> **Directions**:
Please copy out every line in the records below that includes the word "function".

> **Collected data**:
════════════════════

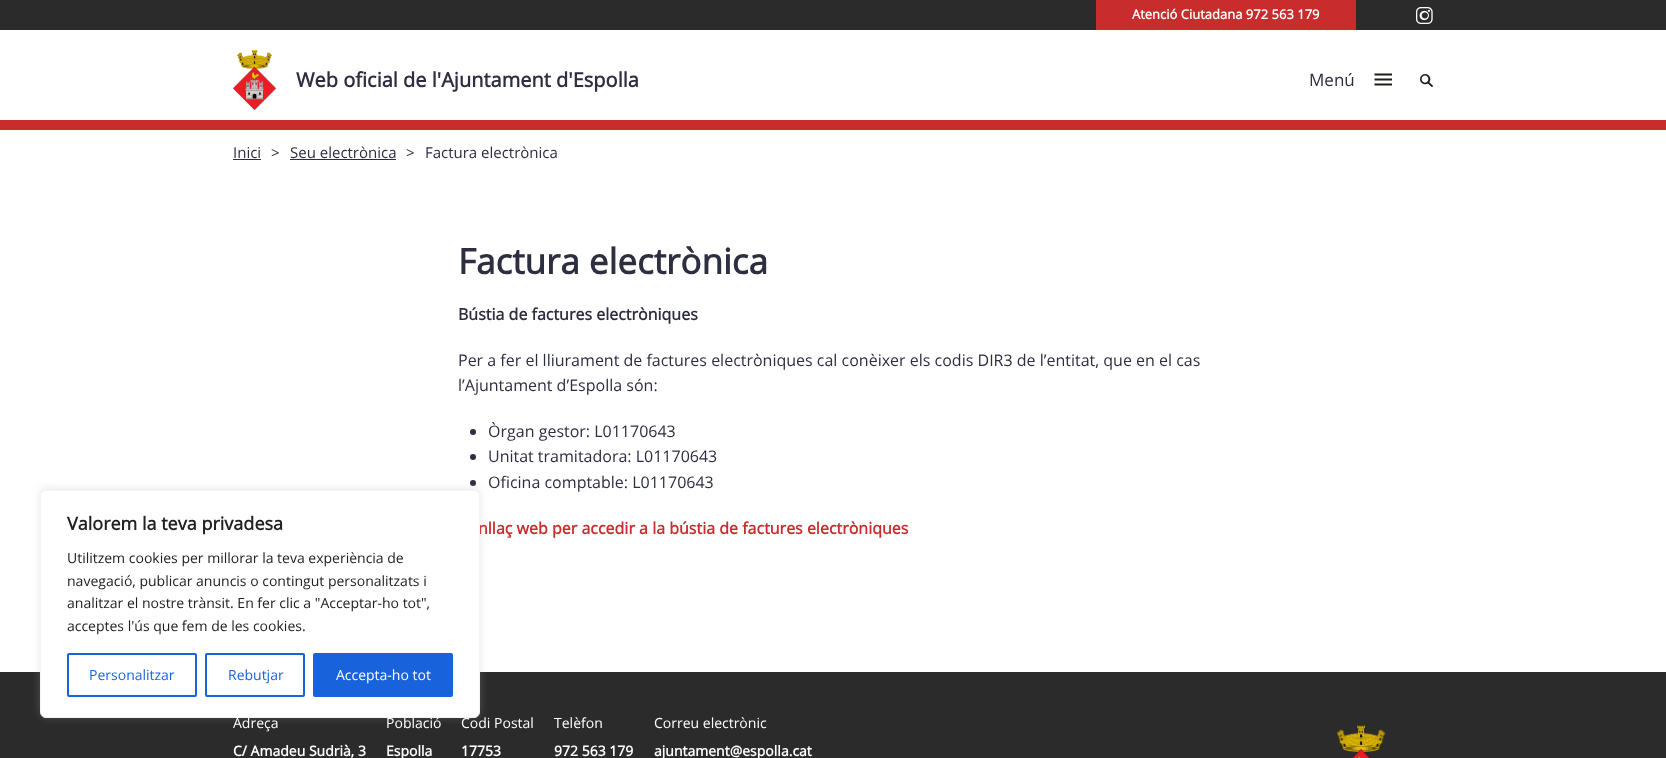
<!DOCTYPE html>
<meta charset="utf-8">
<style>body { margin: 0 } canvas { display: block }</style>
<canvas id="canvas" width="1666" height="758"></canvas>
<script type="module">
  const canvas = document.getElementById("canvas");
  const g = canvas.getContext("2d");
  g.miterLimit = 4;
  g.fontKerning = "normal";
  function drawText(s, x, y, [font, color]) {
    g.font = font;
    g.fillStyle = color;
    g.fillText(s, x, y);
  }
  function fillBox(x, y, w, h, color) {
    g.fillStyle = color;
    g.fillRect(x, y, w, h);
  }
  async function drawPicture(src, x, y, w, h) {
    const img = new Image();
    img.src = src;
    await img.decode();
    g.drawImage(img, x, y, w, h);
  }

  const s1 = ["bold 13px Open Sans", "#FFFFFF"];
  const s2 = ["bold 20px Open Sans", "#2D2E40"];
  const s3 = ["17px Open Sans", "#2D2E40"];
  const s4 = ["15px Open Sans", "#2D2E40"];
  const s5 = ["bold 35px Open Sans", "#2D2E40"];
  const s6 = ["bold 16px Open Sans", "#2D2E40"];
  const s7 = ["16px Open Sans", "#2D2E40"];
  const s8 = ["bold 16px Open Sans", "#C92C2C"];
  const s9 = ["bold 18px Open Sans", "#212121"];
  const s10 = ["14px Open Sans", "#212121"];
  const s11 = ["14px Open Sans", "#1863DC"];
  const s12 = ["14px Open Sans", "#FFFFFF"];
  const s13 = ["bold 14px Open Sans", "#FFFFFF"];

  fillBox(0, 0, 1666, 758, "#FFFFFF");
  fillBox(0, 120, 1666, 10, "#C92C2C");
  fillBox(0, 0, 1666, 30, "#2B2B2B");
  fillBox(1096, 0, 260, 30, "#C92C2C");
  drawText("Atenció Ciutadana 972 563 179", 1132, 19, s1);
  await drawPicture("pic1.png", 1416, 7, 17, 17);
  await drawPicture("pic2.png", 233, 49, 43, 61);
  drawText("Web oficial de l'Ajuntament d'Espolla", 296, 87, s2);
  drawText("Menú", 1309, 86, s3);
  g.beginPath();
  g.moveTo(1374.5, 74.5);
  g.lineTo(1392, 74.5);
  g.moveTo(1374.5, 79.5);
  g.lineTo(1392, 79.5);
  g.moveTo(1374.5, 84.5);
  g.lineTo(1392, 84.5);
  g.strokeStyle = "#1D1D1B";
  g.lineWidth = 2;
  g.stroke();
  await drawPicture("pic3.png", 1420, 74, 13, 13);
  drawText("Inici", 233, 158, s4);
  fillBox(233, 159, 28, 1, "#2D2E40");
  drawText(">", 271, 158, s4);
  drawText("Seu electrònica", 290, 158, s4);
  fillBox(290, 159, 106, 1, "#2D2E40");
  drawText(">", 406, 158, s4);
  drawText("Factura electrònica", 425, 158, s4);
  drawText("Factura electrònica", 458, 274, s5);
  drawText("Bústia de factures electròniques", 458, 320, s6);
  drawText("Per a fer el lliurament de factures electròniques cal conèixer els codis DIR3 de l’entitat, que en el cas", 458, 366, s7);
  drawText("l’Ajuntament d’Espolla són:", 458, 391, s7);
  g.beginPath();
  g.arc(473, 432, 3, 0, Math.PI * 2);
  g.fill();
  drawText("Òrgan gestor: L01170643", 488, 437, s7);
  g.beginPath();
  g.arc(473, 457, 3, 0, Math.PI * 2);
  g.fill();
  drawText("Unitat tramitadora: L01170643", 488, 462, s7);
  g.beginPath();
  g.arc(473, 483, 3, 0, Math.PI * 2);
  g.fill();
  drawText("Oficina comptable: L01170643", 488, 488, s7);
  drawText("nllaç web per accedir a la bústia de factures electròniques", 478, 534, s8);
  fillBox(0, 672, 1666, 86, "#2B2B2B");
  g.fillStyle = "rgba(172, 171, 171, 0.3)";
  g.filter = "blur(5px)";
  g.beginPath();
  g.roundRect(40, 489, 440, 228, 6);
  g.fill();
  g.filter = "none";
  g.fillStyle = "#FFFFFF";
  g.beginPath();
  g.roundRect(40.5, 490.5, 439, 227, 5.5);
  g.fill();
  g.strokeStyle = "#F4F4F4";
  g.lineWidth = 1;
  g.stroke();
  drawText("Valorem la teva privadesa", 67, 530, s9);
  drawText("Utilitzem cookies per millorar la teva experiència de", 67, 563, s10);
  drawText("navegació, publicar anuncis o contingut personalitzats i", 67, 586, s10);
  drawText("analitzar el nostre trànsit. En fer clic a \"Acceptar-ho tot\",", 67, 608, s10);
  drawText("acceptes l'ús que fem de les cookies.", 67, 631, s10);
  g.beginPath();
  g.roundRect(68, 654, 128, 42, 1);
  g.strokeStyle = "#1863DC";
  g.lineWidth = 2;
  g.stroke();
  drawText("Personalitzar", 89, 680, s11);
  g.beginPath();
  g.roundRect(206, 654, 98, 42, 1);
  g.stroke();
  drawText("Rebutjar", 228, 680, s11);
  g.beginPath();
  g.roundRect(314, 654, 138, 42, 1);
  g.fill();
  g.stroke();
  drawText("Accepta-ho tot", 336, 680, s12);
  drawText("Adreça", 233, 728, s12);
  drawText("C/ Amadeu Sudrià, 3", 233, 756, s13);
  drawText("Població", 386, 728, s12);
  drawText("Espolla", 386, 756, s13);
  drawText("Codi Postal", 461, 728, s12);
  drawText("17753", 461, 756, s13);
  drawText("Telèfon", 554, 728, s12);
  drawText("972 563 179", 554, 756, s13);
  drawText("Correu electrònic", 654, 728, s12);
  drawText("ajuntament@espolla.cat", 654, 756, s13);
  await drawPicture("pic4.png", 1336, 725, 50, 33);
</script>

════════════════════

> **Task response**:
  function drawText(s, x, y, [font, color]) {
  function fillBox(x, y, w, h, color) {
  async function drawPicture(src, x, y, w, h) {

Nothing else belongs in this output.